# Exercise directions
Reproduce the data exactly as given, except for any images.

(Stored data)
====

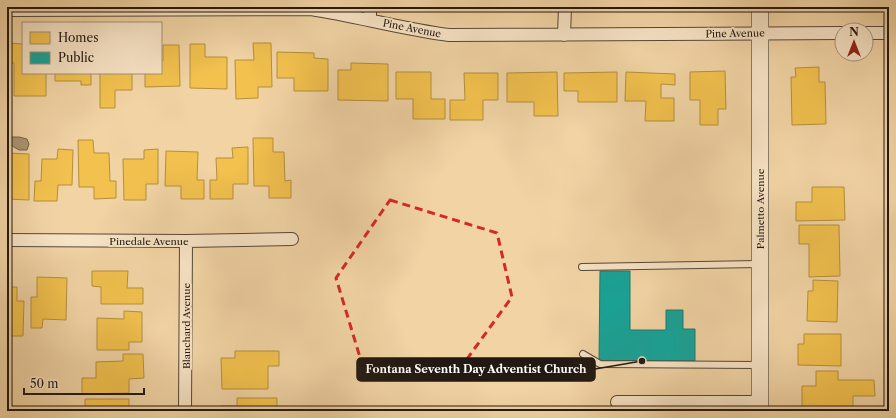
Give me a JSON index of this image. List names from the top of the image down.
{
  "streets": {
    "street": [
      "Pine Avenue",
      "Palmetto Avenue",
      "Pinedale Avenue",
      "Blanchard Avenue"
    ]
  },
  "crossings": [
    ["Pine Avenue", "Palmetto Avenue"],
    ["Pinedale Avenue", "Blanchard Avenue"]
  ],
  "places": ["Fontana Seventh Day Adventist Church"],
  "legend": ["Homes", "Public"],
  "scale_bar": "50 m",
  "north": "top"
}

====

# Answer to this task
Give me a JSON index of this image. List names from the top of the image down.
{
  "streets": {
    "street": [
      "Pine Avenue",
      "Palmetto Avenue",
      "Pinedale Avenue",
      "Blanchard Avenue"
    ]
  },
  "crossings": [
    ["Pine Avenue", "Palmetto Avenue"],
    ["Pinedale Avenue", "Blanchard Avenue"]
  ],
  "places": ["Fontana Seventh Day Adventist Church"],
  "legend": ["Homes", "Public"],
  "scale_bar": "50 m",
  "north": "top"
}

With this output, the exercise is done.